Bundan böyle gidilecek ya da gelinecek bir yer yoktur. Kusursuz cinayet ötekiliği, ötekini yok etmekte ve aynının aynısına egemenliğini gerektirmektedir. Her türlü ötekilik ilkesini reddeden bir dünya ise kendisiyle özdeşleştirilmekte, kendi kendisinin ikizine dönüşmektedir.
…doğru ve yanlışla iyi ve kötünün ötesine geçerek, geriye dönüş olasılığının kesinlikle söz konusu olmadığı bir yere gelmiş bulunuyoruz. Bir tür geriye dönüşün mümkün olmadığı bir noktadan sonra “şeyler” amaçlarını yitirmiş görünüyorlar. Bir şey sona erdiğinde bu onun gerçekleşmiş olduğunu gösterir. Oysa sonun olmadığı bir yerde sonu olmayan bir tarih, sonu olmayan bir bunalım ve sonu gelmeyen bir süreçle karşı karşıya olduğumuz söylenebilir.

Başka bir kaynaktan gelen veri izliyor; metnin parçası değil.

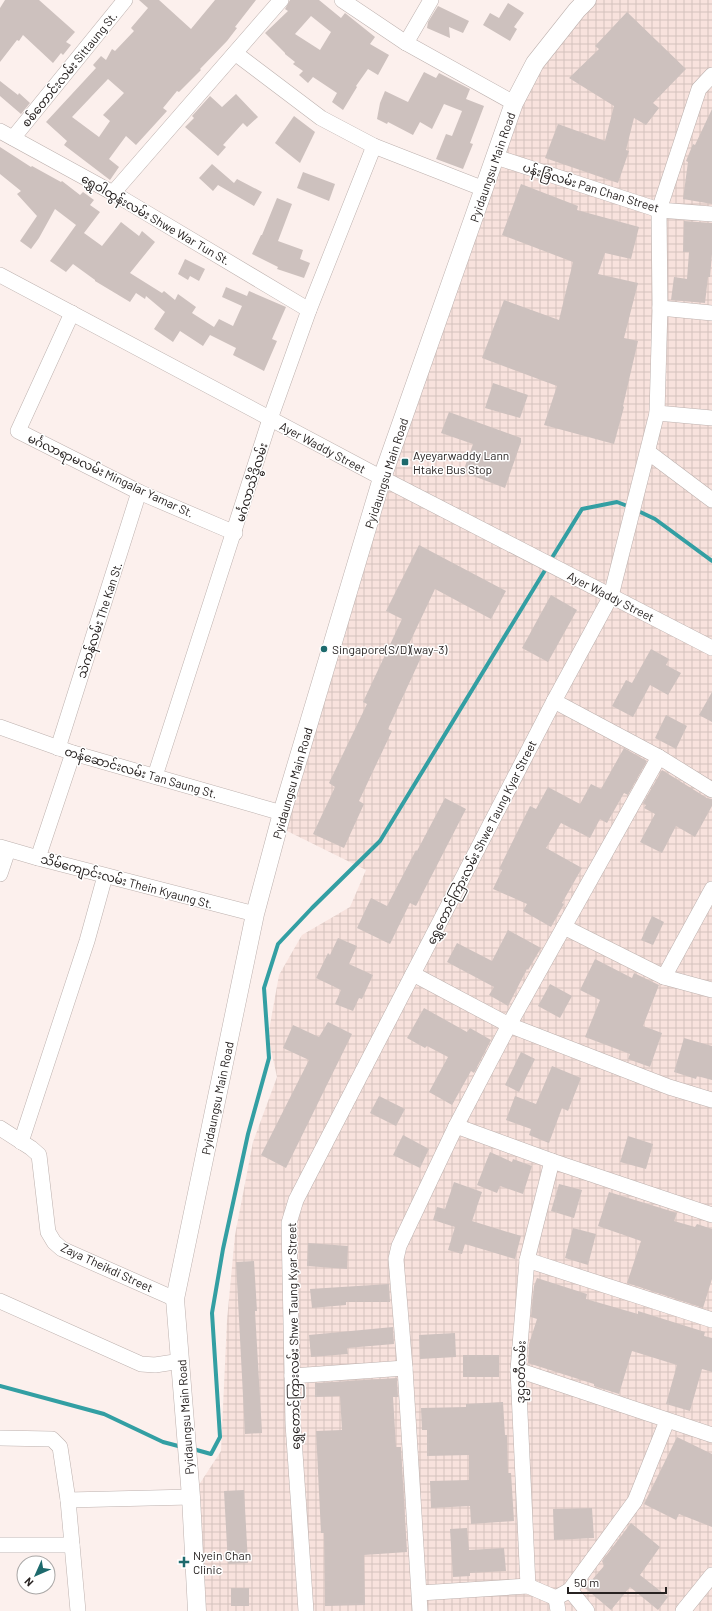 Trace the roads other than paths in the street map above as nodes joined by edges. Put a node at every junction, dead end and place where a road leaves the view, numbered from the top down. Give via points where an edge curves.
1 (125, 0) edge
2 (281, 0) edge
3 (342, 0) edge
4 (431, 0) edge
5 (587, 0) edge
6 (406, 43) junction
7 (235, 53) junction
8 (712, 75) edge
9 (514, 103) junction
10 (0, 131) edge
11 (13, 138) junction
12 (374, 146) junction
13 (496, 157) junction
14 (484, 189) junction
15 (113, 193) junction
16 (659, 210) junction
17 (712, 214) edge
18 (0, 275) edge
19 (660, 308) junction
20 (310, 310) junction
21 (72, 313) junction
22 (712, 313) edge
23 (657, 413) junction
24 (712, 418) edge
25 (270, 419) junction
26 (648, 452) junction
27 (382, 478) junction
28 (139, 492) junction
29 (712, 500) edge
30 (235, 533) junction
31 (611, 596) junction
32 (712, 648) edge
33 (554, 701) junction
34 (0, 727) edge
35 (58, 748) junction
36 (74, 753) junction
37 (659, 757) junction
38 (155, 776) junction
39 (712, 790) edge
40 (282, 813) junction
41 (4, 848) edge
42 (38, 858) junction
43 (0, 874) edge
44 (105, 876) junction
45 (712, 890) edge
46 (255, 914) junction
47 (564, 927) junction
48 (413, 974) junction
49 (664, 977) junction
50 (712, 990) edge
51 (509, 1025) junction
52 (712, 1100) edge
53 (456, 1126) junction
54 (0, 1128) edge
55 (22, 1142) junction
56 (552, 1161) junction
57 (712, 1215) edge
58 (527, 1260) junction
59 (175, 1299) junction
60 (0, 1301) edge
61 (712, 1320) edge
62 (181, 1361) junction
63 (405, 1368) junction
64 (518, 1370) junction
65 (292, 1376) junction
66 (667, 1421) junction
67 (712, 1435) edge
68 (0, 1438) edge
69 (191, 1498) junction
70 (68, 1500) junction
71 (0, 1545) edge
72 (72, 1545) junction
73 (712, 1575) edge
74 (528, 1586) junction
75 (570, 1590) junction
76 (420, 1593) junction
77 (557, 1604) edge
78 (78, 1611) edge
79 (197, 1611) edge
80 (306, 1611) edge
81 (420, 1611) edge
82 (587, 1611) edge
83 (683, 1611) edge

1 - 11 street, စစ်တောင်းလမ်း Sittaung St.
2 - 7 street
3 - 6 street
4 - 6 street
5 - 9 main road, Pyidaungsu Main Road via 535,63
6 - 9 street
7 - 12 street via 321,118
7 - 15 street
8 - 16 street, ရွှေတောင်ကြားလမ်း Shwe Taung Kyar Street via 699,89
9 - 13 main road, Pyidaungsu Main Road
10 - 11 street, ရွှေဝါထွန်းလမ်း Shwe War Tun St.
11 - 15 street, ရွှေဝါထွန်းလမ်း Shwe War Tun St.
12 - 14 street
12 - 20 street, မင်္ဂလာသိဒ္ဓိလမ်း
13 - 14 main road, Pyidaungsu Main Road
13 - 16 street, ပန်းခြံလမ်း Pan Chan Street
14 - 27 main road, Pyidaungsu Main Road
15 - 20 street, ရွှေဝါထွန်းလမ်း Shwe War Tun St.
16 - 17 street, ပန်းခြံလမ်း Pan Chan Street
16 - 19 street, ရွှေတောင်ကြားလမ်း Shwe Taung Kyar Street
18 - 21 street, Ayer Waddy Street
19 - 22 street
19 - 23 street, ရွှေတောင်ကြားလမ်း Shwe Taung Kyar Street
20 - 25 street, မင်္ဂလာသိဒ္ဓိလမ်း
21 - 25 street, Ayer Waddy Street
21 - 28 street, မင်္ဂလာရာမလမ်း Mingalar Yamar St. via 18,431
23 - 24 street
23 - 26 street, ရွှေတောင်ကြားလမ်း Shwe Taung Kyar Street
25 - 27 street, Ayer Waddy Street
25 - 30 street, မင်္ဂလာသိဒ္ဓိလမ်း
26 - 29 street
26 - 31 street, ရွှေတောင်ကြားလမ်း Shwe Taung Kyar Street
27 - 31 street, Ayer Waddy Street
27 - 40 main road, Pyidaungsu Main Road
28 - 30 street, မင်္ဂလာရာမလမ်း Mingalar Yamar St.
28 - 35 street, သဲကန်လမ်း The Kan St.
30 - 38 street, မင်္ဂလာသိဒ္ဓိလမ်း
31 - 32 street, Ayer Waddy Street
31 - 33 street, ရွှေတောင်ကြားလမ်း Shwe Taung Kyar Street
33 - 37 street
33 - 48 street, ရွှေတောင်ကြားလမ်း Shwe Taung Kyar Street
34 - 35 street, တန်ဆောင်းလမ်း Tan Saung St.
35 - 36 street, တန်ဆောင်းလမ်း Tan Saung St.
36 - 38 street, တန်ဆောင်းလမ်း Tan Saung St.
36 - 42 street
37 - 39 street
37 - 47 street
38 - 40 street, တန်ဆောင်းလမ်း Tan Saung St.
40 - 46 main road, Pyidaungsu Main Road
41 - 42 street, သိမ်ကျောင်းလမ်း Thein Kyaung St.
41 - 43 street
42 - 44 street, သိမ်ကျောင်းလမ်း Thein Kyaung St.
44 - 46 street, သိမ်ကျောင်းလမ်း Thein Kyaung St.
44 - 55 street via 87,941
45 - 49 street
46 - 59 main road, Pyidaungsu Main Road
47 - 49 street
47 - 51 street
48 - 51 street
48 - 65 street, ရွှေတောင်ကြားလမ်း Shwe Taung Kyar Street via 296,1200 289,1223
49 - 50 street
51 - 52 street via 669,1087
51 - 53 street
53 - 56 street
53 - 63 street via 399,1246 396,1259
54 - 55 street, Zaya Theikdi Street
55 - 59 street, Zaya Theikdi Street via 39,1155 48,1232 54,1242 62,1249
56 - 57 street
56 - 58 street, ဒုဌဝတီလမ်း
58 - 61 street
58 - 64 street, ဒုဌဝတီလမ်း
59 - 62 main road, Pyidaungsu Main Road
60 - 62 street via 141,1364 155,1365
62 - 69 main road, Pyidaungsu Main Road
63 - 65 street
63 - 76 street
64 - 66 street
64 - 74 street, ဒုဌဝတီလမ်း
65 - 80 street, ရွှေတောင်ကြားလမ်း Shwe Taung Kyar Street
66 - 67 street
66 - 75 street via 635,1501
68 - 70 street via 52,1439 56,1442 60,1447
69 - 70 street
69 - 79 main road, Pyidaungsu Main Road
70 - 72 street
71 - 72 street
72 - 78 street
73 - 83 street
74 - 76 street
74 - 77 street
75 - 77 street
75 - 82 street
76 - 81 street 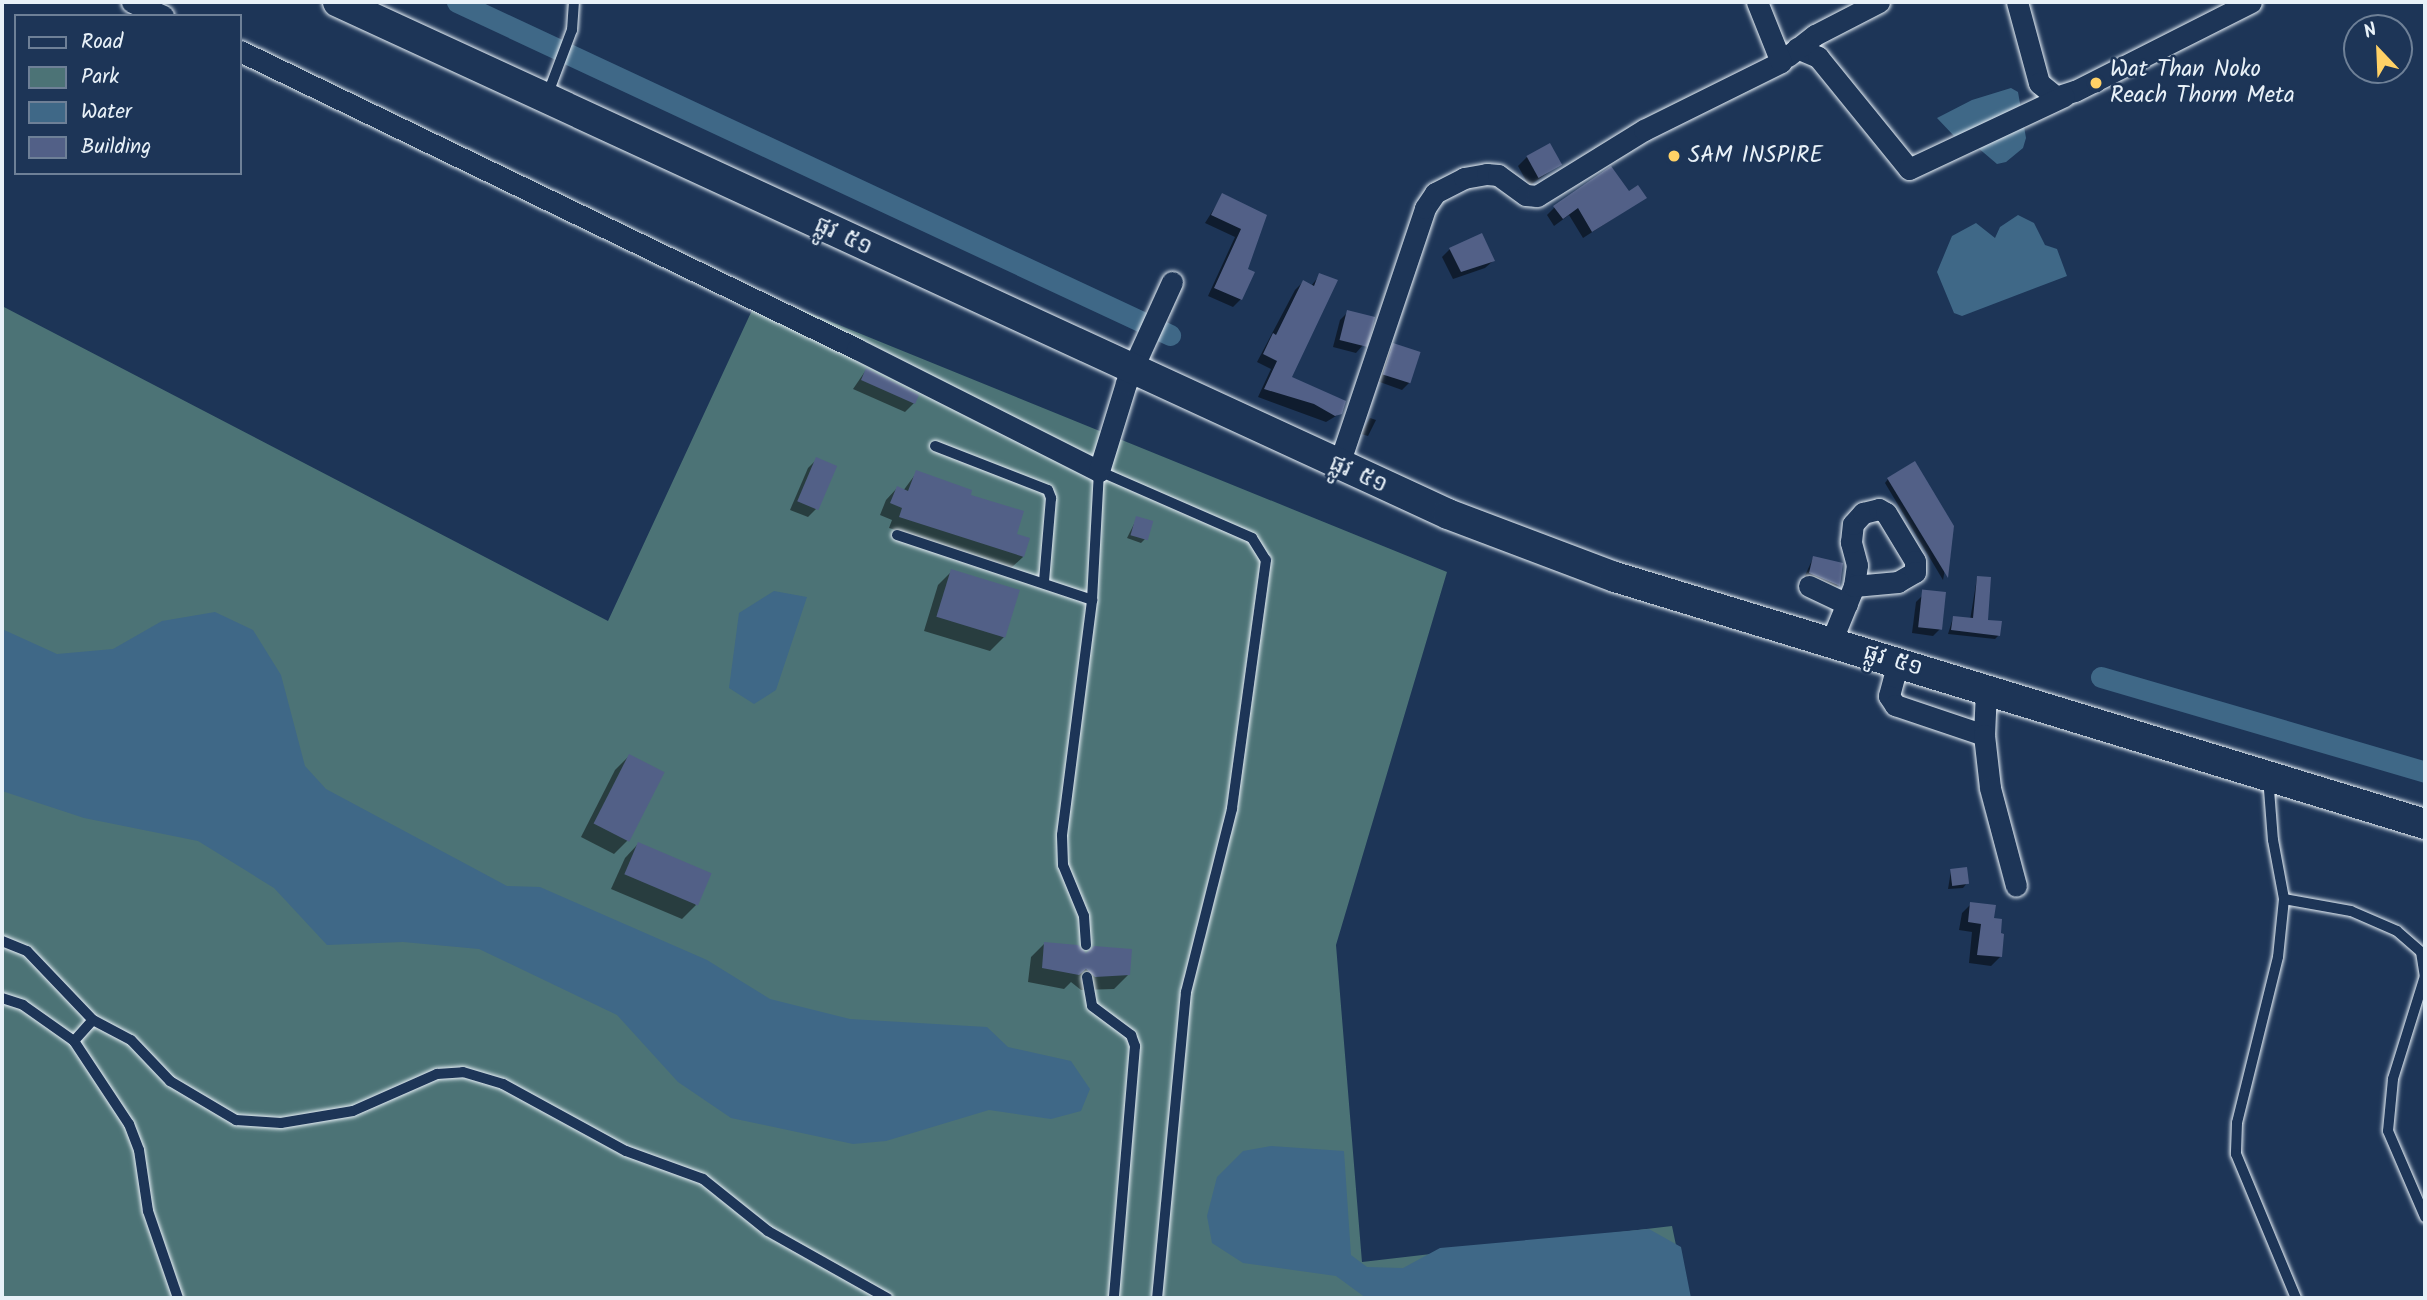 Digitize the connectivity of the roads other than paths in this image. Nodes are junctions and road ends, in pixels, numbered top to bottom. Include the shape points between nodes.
1 (132, 2) edge
2 (574, 2) edge
3 (1757, 2) edge
4 (1879, 2) edge
5 (2017, 2) edge
6 (2250, 2) edge
7 (347, 4) edge
8 (159, 14) edge
9 (242, 52) edge
10 (1789, 55) junction
11 (2064, 96) junction
12 (547, 99) junction
13 (1172, 282) dead end
14 (1129, 377) junction
15 (935, 446) dead end
16 (1338, 467) junction
17 (1099, 471) junction
18 (897, 535) dead end
19 (1044, 582) junction
20 (1809, 586) dead end
21 (1091, 600) junction
22 (1832, 642) junction
23 (1894, 680) junction
24 (1985, 715) junction
25 (2268, 776) junction
26 (2425, 824) edge
27 (2016, 886) dead end
28 (2284, 899) junction
29 (2, 941) edge
30 (1086, 945) dead end
31 (1087, 977) dead end
32 (2, 998) edge
33 (93, 1020) junction
34 (74, 1041) junction
35 (2425, 1217) edge
36 (178, 1298) edge
37 (887, 1298) edge
38 (1114, 1298) edge
39 (1157, 1298) edge
40 (2296, 1298) edge

1 - 8 street
2 - 12 lane via 572,30
3 - 10 street
4 - 10 street
5 - 11 street via 2039,83 2050,94
6 - 11 street
7 - 12 main road, ផ្លូវ ៥១
9 - 17 street
10 - 11 street via 1818,57 1909,169
10 - 16 street via 1644,130 1538,196 1526,195 1497,174 1464,178 1435,193 1425,208
12 - 14 main road, ផ្លូវ ៥១
13 - 14 street
14 - 16 main road, ផ្លូវ ៥១
14 - 17 street
15 - 19 lane via 1048,490
16 - 22 main road, ផ្លូវ ៥១ via 1615,577
17 - 21 lane
17 - 39 lane via 1252,538 1266,560 1232,809 1186,992
18 - 19 lane
19 - 21 lane
20 - 22 street via 1850,595
21 - 30 lane via 1062,835 1063,865 1084,916
22 - 23 main road, ផ្លូវ ៥១
23 - 24 main road, ផ្លូវ ៥១
23 - 24 street via 1901,709
24 - 25 main road, ផ្លូវ ៥១
24 - 27 street via 1996,813
25 - 26 main road, ផ្លូវ ៥១
25 - 28 lane
28 - 35 lane via 2351,911 2397,931 2420,952 2425,976 2393,1079 2388,1131
28 - 40 lane via 2278,957 2237,1123 2236,1154
29 - 33 lane via 27,951
31 - 38 lane via 1092,1006 1131,1035 1136,1046
32 - 34 lane via 23,1005
33 - 34 lane
33 - 37 lane via 131,1040 170,1081 236,1120 281,1123 353,1111 437,1074 463,1072 503,1084 626,1151 703,1179 768,1231
34 - 36 lane via 129,1124 139,1150 148,1211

Bu süreçlerin bilincindeyiz çünkü içinde yaşıyoruz. Maddi üretimin sonu gelmeyen, sınır tanımayan gelişmesine bakmak bunu anlamak için yeterlidir.
Her türlü “ şeffaflığın “anında karşıtını yani gizliliği çağrıştırdığı söylenebilir. Bu alternatifin ahlak iyilik ve kötülükle bir ilişkisi yoktur. Bu şeffaflıkta gizli ve dünyevi bir şeyler vardır ki bu da şeylere bir başka şekilde bakılınasını zorunlu kılmaktadır.